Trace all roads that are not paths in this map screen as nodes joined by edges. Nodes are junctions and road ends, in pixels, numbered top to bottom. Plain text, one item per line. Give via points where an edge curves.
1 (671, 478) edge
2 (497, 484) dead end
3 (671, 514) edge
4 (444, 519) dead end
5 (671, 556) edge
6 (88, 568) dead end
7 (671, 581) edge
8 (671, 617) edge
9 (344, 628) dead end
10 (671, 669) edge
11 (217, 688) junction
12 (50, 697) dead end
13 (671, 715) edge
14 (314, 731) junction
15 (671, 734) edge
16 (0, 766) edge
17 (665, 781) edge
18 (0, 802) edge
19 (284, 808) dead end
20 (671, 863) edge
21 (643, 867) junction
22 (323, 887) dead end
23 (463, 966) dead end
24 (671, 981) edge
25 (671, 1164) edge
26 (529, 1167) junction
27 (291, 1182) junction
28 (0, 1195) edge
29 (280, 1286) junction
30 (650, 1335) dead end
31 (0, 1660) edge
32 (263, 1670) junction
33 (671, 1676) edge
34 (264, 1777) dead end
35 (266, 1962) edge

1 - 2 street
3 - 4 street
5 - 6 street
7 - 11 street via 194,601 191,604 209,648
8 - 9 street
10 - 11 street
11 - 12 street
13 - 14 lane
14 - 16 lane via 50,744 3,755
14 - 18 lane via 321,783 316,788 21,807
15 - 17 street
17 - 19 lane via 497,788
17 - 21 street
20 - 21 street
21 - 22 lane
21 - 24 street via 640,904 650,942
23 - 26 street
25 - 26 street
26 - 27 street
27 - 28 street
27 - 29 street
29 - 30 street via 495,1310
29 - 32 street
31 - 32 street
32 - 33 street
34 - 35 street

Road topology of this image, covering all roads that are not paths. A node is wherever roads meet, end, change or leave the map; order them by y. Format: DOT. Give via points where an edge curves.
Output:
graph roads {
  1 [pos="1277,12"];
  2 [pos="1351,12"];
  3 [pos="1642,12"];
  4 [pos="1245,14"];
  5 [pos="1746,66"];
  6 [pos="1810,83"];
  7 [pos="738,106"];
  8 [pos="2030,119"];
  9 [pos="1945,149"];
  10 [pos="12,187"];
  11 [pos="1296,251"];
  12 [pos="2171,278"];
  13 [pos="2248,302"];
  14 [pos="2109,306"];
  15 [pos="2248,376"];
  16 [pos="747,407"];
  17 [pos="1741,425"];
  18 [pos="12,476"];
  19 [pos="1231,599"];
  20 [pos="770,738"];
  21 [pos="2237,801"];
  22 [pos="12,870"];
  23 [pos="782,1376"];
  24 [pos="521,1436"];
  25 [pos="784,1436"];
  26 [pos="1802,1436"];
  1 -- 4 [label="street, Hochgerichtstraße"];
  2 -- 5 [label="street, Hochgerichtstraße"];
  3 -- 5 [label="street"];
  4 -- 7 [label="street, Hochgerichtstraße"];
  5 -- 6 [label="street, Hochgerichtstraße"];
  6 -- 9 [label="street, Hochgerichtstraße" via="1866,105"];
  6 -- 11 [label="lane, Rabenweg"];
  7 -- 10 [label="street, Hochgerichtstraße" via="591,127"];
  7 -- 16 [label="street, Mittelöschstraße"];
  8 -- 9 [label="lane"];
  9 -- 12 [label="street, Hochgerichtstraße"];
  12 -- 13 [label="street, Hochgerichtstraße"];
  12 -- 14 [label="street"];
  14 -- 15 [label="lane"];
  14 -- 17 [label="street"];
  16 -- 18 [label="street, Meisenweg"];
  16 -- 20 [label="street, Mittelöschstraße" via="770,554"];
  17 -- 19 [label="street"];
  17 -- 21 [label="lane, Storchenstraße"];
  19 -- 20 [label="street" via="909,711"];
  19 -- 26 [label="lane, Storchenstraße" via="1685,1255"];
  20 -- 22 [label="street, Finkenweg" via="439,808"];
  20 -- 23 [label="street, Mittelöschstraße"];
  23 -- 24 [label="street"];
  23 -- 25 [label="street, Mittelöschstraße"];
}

- [What you will do]: Return each entry above exactly, leaving none out.

- [Answer to the exercise]:
Trace all roads that are not paths in this map screen as nodes joined by edges. Nodes are junctions and road ends, in pixels, numbered top to bottom. Plain text, one item per line. Give via points where an edge curves.
1 (671, 478) edge
2 (497, 484) dead end
3 (671, 514) edge
4 (444, 519) dead end
5 (671, 556) edge
6 (88, 568) dead end
7 (671, 581) edge
8 (671, 617) edge
9 (344, 628) dead end
10 (671, 669) edge
11 (217, 688) junction
12 (50, 697) dead end
13 (671, 715) edge
14 (314, 731) junction
15 (671, 734) edge
16 (0, 766) edge
17 (665, 781) edge
18 (0, 802) edge
19 (284, 808) dead end
20 (671, 863) edge
21 (643, 867) junction
22 (323, 887) dead end
23 (463, 966) dead end
24 (671, 981) edge
25 (671, 1164) edge
26 (529, 1167) junction
27 (291, 1182) junction
28 (0, 1195) edge
29 (280, 1286) junction
30 (650, 1335) dead end
31 (0, 1660) edge
32 (263, 1670) junction
33 (671, 1676) edge
34 (264, 1777) dead end
35 (266, 1962) edge

1 - 2 street
3 - 4 street
5 - 6 street
7 - 11 street via 194,601 191,604 209,648
8 - 9 street
10 - 11 street
11 - 12 street
13 - 14 lane
14 - 16 lane via 50,744 3,755
14 - 18 lane via 321,783 316,788 21,807
15 - 17 street
17 - 19 lane via 497,788
17 - 21 street
20 - 21 street
21 - 22 lane
21 - 24 street via 640,904 650,942
23 - 26 street
25 - 26 street
26 - 27 street
27 - 28 street
27 - 29 street
29 - 30 street via 495,1310
29 - 32 street
31 - 32 street
32 - 33 street
34 - 35 street

Road topology of this image, covering all roads that are not paths. A node is wherever roads meet, end, change or leave the map; order them by y. Format: DOT. Give via points where an edge curves.
Output:
graph roads {
  1 [pos="1277,12"];
  2 [pos="1351,12"];
  3 [pos="1642,12"];
  4 [pos="1245,14"];
  5 [pos="1746,66"];
  6 [pos="1810,83"];
  7 [pos="738,106"];
  8 [pos="2030,119"];
  9 [pos="1945,149"];
  10 [pos="12,187"];
  11 [pos="1296,251"];
  12 [pos="2171,278"];
  13 [pos="2248,302"];
  14 [pos="2109,306"];
  15 [pos="2248,376"];
  16 [pos="747,407"];
  17 [pos="1741,425"];
  18 [pos="12,476"];
  19 [pos="1231,599"];
  20 [pos="770,738"];
  21 [pos="2237,801"];
  22 [pos="12,870"];
  23 [pos="782,1376"];
  24 [pos="521,1436"];
  25 [pos="784,1436"];
  26 [pos="1802,1436"];
  1 -- 4 [label="street, Hochgerichtstraße"];
  2 -- 5 [label="street, Hochgerichtstraße"];
  3 -- 5 [label="street"];
  4 -- 7 [label="street, Hochgerichtstraße"];
  5 -- 6 [label="street, Hochgerichtstraße"];
  6 -- 9 [label="street, Hochgerichtstraße" via="1866,105"];
  6 -- 11 [label="lane, Rabenweg"];
  7 -- 10 [label="street, Hochgerichtstraße" via="591,127"];
  7 -- 16 [label="street, Mittelöschstraße"];
  8 -- 9 [label="lane"];
  9 -- 12 [label="street, Hochgerichtstraße"];
  12 -- 13 [label="street, Hochgerichtstraße"];
  12 -- 14 [label="street"];
  14 -- 15 [label="lane"];
  14 -- 17 [label="street"];
  16 -- 18 [label="street, Meisenweg"];
  16 -- 20 [label="street, Mittelöschstraße" via="770,554"];
  17 -- 19 [label="street"];
  17 -- 21 [label="lane, Storchenstraße"];
  19 -- 20 [label="street" via="909,711"];
  19 -- 26 [label="lane, Storchenstraße" via="1685,1255"];
  20 -- 22 [label="street, Finkenweg" via="439,808"];
  20 -- 23 [label="street, Mittelöschstraße"];
  23 -- 24 [label="street"];
  23 -- 25 [label="street, Mittelöschstraße"];
}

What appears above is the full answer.